§ **ABOUT THIS TASK**
What you return must be every line below that includes the word "Campo".

══ LISTED ENTRIES ══

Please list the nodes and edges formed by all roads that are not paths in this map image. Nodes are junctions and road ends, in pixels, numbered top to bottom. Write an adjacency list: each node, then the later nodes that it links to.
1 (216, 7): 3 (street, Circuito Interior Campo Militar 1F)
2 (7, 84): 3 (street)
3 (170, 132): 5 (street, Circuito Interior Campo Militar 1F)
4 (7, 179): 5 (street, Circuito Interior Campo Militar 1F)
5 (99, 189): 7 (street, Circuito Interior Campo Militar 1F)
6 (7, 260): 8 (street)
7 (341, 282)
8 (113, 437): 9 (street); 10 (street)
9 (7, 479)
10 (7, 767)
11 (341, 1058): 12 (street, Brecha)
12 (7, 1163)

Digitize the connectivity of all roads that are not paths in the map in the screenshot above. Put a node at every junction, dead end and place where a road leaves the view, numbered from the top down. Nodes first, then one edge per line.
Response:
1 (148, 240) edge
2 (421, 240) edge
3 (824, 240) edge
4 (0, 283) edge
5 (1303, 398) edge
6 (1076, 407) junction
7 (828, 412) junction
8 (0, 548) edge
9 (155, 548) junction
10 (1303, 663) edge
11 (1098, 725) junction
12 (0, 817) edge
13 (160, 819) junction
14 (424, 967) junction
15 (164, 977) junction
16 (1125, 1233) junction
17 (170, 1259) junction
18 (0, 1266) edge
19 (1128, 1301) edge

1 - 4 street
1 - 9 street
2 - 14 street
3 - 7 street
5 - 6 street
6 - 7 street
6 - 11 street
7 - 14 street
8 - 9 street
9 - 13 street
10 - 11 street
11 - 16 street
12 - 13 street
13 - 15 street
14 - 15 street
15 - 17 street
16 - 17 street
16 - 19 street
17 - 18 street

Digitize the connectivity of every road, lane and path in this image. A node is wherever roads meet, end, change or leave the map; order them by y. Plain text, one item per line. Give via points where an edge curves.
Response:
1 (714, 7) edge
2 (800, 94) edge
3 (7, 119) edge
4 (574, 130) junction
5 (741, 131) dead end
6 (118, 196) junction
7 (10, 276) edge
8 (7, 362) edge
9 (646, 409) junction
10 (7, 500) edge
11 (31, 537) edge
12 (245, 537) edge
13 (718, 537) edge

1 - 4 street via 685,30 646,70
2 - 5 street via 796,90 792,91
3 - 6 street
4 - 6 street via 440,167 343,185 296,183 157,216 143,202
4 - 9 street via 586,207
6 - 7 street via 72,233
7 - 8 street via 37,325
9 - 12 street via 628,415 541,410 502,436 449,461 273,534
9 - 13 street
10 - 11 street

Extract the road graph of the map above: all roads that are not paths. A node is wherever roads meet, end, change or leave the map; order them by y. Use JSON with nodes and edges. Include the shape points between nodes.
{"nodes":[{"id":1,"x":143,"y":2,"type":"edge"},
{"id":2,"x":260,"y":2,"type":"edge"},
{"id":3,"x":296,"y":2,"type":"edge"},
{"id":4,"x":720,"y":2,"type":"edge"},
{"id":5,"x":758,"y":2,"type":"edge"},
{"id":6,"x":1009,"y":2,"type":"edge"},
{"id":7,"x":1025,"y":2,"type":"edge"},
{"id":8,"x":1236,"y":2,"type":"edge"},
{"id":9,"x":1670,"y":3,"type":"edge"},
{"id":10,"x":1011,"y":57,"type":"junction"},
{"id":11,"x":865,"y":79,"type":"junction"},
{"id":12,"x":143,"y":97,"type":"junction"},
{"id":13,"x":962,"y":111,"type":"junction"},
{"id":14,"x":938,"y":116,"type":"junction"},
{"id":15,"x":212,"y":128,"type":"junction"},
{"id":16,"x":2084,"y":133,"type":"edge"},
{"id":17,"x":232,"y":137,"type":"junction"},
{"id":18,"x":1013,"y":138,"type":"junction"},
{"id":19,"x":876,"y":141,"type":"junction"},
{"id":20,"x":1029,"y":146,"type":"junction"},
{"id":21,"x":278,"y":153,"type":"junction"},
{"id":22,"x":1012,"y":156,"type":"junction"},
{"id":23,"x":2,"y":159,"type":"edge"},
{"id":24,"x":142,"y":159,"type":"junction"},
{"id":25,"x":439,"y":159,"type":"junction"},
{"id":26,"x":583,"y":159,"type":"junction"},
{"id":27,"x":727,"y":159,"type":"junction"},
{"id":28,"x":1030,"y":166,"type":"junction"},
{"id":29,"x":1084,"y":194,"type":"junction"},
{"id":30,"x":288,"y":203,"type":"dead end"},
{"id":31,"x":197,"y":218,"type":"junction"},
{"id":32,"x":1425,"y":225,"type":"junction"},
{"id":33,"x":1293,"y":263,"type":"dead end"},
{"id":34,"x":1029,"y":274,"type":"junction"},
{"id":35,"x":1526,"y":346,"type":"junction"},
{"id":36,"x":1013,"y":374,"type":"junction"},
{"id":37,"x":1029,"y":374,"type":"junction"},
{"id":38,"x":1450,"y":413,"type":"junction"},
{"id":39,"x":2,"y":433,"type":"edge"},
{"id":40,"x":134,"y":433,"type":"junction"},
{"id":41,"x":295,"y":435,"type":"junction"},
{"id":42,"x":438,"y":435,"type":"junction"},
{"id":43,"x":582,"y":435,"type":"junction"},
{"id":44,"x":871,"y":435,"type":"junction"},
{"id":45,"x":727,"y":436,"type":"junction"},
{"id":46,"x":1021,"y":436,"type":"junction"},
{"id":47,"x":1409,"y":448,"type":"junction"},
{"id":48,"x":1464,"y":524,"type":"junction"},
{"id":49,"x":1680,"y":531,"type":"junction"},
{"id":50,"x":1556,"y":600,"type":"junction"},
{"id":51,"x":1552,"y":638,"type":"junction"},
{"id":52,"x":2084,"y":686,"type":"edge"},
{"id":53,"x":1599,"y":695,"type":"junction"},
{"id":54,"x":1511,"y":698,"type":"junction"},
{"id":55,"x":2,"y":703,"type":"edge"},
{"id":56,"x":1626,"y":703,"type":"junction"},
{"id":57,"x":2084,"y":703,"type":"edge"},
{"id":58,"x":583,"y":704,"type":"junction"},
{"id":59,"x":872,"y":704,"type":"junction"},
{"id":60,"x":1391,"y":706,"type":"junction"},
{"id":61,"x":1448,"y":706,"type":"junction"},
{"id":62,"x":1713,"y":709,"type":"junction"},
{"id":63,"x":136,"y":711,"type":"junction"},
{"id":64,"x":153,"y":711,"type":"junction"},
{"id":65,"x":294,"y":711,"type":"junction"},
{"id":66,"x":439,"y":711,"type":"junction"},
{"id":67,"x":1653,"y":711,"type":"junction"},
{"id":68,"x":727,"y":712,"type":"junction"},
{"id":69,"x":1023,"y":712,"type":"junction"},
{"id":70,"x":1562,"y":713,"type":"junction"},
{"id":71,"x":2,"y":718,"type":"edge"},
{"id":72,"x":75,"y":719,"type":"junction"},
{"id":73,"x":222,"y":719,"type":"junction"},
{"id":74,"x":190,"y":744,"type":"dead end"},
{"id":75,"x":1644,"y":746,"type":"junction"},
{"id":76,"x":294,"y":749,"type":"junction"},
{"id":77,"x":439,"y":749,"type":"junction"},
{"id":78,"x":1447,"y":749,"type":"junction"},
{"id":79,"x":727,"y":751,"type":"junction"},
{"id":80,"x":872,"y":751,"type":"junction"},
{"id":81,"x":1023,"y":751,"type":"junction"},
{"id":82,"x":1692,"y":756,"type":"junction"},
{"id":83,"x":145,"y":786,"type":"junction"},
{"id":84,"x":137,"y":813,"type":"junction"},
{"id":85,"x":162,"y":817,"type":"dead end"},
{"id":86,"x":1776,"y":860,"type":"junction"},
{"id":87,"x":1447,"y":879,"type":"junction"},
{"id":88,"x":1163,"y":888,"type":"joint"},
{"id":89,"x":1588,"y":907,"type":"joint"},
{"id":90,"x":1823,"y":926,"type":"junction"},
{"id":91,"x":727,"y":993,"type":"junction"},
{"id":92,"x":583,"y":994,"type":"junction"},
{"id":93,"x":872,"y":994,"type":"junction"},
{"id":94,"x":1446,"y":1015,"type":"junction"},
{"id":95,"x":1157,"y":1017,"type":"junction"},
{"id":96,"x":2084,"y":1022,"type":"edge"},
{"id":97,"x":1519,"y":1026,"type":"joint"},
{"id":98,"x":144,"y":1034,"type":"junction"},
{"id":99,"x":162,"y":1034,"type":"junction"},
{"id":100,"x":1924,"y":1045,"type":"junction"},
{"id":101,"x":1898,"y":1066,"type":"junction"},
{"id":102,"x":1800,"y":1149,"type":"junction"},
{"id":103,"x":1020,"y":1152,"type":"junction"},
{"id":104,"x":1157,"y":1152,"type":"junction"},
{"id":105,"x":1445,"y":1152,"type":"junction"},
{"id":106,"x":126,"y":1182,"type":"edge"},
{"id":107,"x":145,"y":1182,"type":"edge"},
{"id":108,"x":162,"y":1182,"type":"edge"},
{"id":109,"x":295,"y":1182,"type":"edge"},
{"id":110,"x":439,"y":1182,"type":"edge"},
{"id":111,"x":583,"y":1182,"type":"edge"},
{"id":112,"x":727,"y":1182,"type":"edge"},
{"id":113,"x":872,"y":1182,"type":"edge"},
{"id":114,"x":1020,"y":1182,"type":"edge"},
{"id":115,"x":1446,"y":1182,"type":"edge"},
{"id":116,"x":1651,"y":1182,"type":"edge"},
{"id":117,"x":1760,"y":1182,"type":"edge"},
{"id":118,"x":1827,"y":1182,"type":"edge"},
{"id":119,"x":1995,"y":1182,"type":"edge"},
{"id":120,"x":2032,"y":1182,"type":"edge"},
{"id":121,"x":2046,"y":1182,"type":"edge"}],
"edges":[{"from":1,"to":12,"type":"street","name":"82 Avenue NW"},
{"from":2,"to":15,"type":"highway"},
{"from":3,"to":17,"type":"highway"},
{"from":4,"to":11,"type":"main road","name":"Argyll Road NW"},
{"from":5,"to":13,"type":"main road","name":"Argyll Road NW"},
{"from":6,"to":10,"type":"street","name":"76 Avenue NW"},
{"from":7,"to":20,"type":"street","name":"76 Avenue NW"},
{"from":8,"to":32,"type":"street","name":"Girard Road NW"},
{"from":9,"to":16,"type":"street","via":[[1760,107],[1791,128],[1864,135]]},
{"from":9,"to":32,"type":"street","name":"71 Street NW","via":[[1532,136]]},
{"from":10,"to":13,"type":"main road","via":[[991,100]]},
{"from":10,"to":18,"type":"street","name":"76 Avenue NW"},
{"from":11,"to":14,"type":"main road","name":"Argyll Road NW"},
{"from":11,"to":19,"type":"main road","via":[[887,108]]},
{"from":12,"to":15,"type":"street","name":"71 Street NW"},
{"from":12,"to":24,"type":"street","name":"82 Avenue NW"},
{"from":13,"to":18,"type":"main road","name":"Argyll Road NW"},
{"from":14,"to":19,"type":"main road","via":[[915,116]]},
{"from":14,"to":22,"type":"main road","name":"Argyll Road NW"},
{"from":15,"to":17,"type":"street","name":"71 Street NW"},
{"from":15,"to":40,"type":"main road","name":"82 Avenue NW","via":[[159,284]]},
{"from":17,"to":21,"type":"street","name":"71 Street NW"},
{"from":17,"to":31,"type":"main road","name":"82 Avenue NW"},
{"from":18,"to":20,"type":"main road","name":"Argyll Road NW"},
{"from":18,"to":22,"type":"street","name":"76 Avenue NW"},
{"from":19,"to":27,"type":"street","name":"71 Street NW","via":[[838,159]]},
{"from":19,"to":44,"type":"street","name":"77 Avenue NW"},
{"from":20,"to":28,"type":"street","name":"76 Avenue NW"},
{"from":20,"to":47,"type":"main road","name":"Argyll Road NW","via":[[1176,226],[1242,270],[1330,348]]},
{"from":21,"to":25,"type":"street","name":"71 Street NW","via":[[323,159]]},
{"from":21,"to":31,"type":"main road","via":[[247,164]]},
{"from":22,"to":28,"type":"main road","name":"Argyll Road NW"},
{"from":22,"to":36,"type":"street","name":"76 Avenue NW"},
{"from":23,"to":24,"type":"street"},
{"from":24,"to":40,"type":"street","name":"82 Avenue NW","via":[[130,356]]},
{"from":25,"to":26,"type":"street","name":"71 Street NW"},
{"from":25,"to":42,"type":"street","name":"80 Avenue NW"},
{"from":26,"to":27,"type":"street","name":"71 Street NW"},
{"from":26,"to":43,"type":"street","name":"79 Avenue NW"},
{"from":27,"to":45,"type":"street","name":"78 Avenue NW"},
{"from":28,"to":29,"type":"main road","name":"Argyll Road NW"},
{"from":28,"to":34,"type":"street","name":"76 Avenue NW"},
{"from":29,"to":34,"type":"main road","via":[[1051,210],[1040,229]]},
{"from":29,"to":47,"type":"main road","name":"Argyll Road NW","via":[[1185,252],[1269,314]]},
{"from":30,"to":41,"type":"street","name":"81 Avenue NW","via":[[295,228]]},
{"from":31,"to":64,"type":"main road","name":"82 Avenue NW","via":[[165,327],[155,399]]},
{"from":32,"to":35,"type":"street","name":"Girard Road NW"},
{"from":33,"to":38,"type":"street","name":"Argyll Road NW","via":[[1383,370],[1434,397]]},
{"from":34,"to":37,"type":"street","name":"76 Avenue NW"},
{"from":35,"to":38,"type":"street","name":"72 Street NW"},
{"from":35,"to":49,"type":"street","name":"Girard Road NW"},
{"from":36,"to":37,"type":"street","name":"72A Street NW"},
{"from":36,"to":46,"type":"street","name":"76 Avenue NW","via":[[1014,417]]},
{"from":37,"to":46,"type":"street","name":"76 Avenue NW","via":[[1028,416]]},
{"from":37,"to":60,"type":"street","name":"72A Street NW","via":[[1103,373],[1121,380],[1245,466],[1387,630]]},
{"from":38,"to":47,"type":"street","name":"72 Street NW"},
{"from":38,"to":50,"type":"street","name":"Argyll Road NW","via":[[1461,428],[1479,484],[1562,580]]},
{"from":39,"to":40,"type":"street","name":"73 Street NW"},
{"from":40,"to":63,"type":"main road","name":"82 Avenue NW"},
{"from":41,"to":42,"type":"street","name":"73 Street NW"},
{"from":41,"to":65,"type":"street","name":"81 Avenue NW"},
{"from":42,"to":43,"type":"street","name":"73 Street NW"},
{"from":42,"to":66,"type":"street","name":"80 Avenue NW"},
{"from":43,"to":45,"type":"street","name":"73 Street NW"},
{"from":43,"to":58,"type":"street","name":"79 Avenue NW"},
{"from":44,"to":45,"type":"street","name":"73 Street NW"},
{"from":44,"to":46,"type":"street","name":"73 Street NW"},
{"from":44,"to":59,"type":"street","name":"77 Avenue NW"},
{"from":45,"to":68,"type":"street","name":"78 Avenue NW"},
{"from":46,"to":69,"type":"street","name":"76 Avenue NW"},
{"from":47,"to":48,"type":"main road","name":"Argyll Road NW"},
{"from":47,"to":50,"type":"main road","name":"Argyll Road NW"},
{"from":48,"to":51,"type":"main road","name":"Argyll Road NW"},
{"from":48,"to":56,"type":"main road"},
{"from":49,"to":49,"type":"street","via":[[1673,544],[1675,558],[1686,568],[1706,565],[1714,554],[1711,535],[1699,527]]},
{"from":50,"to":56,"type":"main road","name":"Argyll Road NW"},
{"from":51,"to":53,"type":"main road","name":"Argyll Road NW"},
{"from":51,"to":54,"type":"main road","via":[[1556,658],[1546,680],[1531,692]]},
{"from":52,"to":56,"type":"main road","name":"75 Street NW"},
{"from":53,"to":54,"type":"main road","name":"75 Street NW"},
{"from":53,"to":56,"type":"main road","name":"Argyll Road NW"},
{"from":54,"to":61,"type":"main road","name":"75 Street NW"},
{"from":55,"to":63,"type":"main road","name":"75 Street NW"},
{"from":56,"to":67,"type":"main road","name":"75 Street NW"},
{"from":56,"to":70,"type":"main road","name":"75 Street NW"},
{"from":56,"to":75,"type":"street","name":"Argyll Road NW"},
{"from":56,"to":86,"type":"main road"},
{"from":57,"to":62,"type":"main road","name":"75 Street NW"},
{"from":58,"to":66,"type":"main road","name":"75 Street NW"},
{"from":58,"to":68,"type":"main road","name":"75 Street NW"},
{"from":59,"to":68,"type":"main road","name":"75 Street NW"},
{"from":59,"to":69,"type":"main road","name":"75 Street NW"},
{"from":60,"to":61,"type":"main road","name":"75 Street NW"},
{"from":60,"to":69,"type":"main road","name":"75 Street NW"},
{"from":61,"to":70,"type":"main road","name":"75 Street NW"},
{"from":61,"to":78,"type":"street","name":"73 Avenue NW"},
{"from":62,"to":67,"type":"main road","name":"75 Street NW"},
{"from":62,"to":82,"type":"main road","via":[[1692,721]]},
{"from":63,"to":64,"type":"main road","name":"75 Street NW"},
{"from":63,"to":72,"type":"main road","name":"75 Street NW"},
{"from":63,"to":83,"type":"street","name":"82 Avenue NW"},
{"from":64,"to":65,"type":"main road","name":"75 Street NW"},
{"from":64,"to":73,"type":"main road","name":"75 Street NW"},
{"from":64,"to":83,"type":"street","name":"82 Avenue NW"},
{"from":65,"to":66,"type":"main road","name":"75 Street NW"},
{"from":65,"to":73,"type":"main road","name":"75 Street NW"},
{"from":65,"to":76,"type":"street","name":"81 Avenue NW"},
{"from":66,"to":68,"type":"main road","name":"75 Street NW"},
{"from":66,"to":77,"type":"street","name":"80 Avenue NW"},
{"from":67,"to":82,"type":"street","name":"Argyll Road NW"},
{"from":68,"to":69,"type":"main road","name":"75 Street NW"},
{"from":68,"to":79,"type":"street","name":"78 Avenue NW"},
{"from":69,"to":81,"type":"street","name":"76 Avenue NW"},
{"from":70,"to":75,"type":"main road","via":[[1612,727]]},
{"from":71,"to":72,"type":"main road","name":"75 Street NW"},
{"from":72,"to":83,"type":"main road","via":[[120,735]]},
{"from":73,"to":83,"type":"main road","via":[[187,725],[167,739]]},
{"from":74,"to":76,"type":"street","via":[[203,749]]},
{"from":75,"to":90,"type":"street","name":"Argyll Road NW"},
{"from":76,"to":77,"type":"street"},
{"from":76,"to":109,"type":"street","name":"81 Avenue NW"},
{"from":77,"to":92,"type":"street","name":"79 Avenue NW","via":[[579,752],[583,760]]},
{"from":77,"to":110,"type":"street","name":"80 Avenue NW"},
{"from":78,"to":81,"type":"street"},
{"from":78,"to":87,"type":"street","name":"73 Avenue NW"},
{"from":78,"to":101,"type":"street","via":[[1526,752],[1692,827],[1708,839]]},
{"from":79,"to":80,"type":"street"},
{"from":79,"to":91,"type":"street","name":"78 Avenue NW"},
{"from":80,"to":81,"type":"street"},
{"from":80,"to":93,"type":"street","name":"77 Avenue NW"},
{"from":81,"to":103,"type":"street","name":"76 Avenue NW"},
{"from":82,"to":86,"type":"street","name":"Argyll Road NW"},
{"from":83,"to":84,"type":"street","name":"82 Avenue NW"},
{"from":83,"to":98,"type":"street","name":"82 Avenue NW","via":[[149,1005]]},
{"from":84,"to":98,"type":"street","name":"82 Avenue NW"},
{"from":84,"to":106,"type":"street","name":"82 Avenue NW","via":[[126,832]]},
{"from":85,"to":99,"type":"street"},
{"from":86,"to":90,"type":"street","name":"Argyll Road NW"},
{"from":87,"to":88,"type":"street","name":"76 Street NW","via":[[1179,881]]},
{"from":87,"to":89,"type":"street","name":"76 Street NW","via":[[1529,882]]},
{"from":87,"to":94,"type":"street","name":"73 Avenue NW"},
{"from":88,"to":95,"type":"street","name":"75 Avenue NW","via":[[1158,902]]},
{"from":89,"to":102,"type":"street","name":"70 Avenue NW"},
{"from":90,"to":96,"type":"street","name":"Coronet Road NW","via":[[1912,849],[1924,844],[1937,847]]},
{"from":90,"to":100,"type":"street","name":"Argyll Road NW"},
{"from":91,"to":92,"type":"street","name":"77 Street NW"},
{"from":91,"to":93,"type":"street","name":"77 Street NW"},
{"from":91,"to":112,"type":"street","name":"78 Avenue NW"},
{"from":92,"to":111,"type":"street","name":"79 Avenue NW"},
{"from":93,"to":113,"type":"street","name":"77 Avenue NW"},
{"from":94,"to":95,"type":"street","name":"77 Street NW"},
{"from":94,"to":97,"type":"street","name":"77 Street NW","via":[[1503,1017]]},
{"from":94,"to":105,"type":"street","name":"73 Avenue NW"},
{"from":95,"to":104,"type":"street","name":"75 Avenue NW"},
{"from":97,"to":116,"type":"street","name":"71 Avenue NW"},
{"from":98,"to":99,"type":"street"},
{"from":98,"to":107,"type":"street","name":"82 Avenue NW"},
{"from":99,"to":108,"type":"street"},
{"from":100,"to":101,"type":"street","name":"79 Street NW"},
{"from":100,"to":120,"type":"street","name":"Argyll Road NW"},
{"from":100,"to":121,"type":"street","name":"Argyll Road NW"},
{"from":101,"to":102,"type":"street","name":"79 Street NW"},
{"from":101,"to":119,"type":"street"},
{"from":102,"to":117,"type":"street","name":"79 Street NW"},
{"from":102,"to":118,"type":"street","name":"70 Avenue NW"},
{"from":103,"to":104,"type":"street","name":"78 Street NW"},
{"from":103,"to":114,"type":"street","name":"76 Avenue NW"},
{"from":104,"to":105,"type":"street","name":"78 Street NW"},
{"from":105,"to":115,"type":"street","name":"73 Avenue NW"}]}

═══

§ **ANSWER**
1 (216, 7): 3 (street, Circuito Interior Campo Militar 1F)
3 (170, 132): 5 (street, Circuito Interior Campo Militar 1F)
4 (7, 179): 5 (street, Circuito Interior Campo Militar 1F)
5 (99, 189): 7 (street, Circuito Interior Campo Militar 1F)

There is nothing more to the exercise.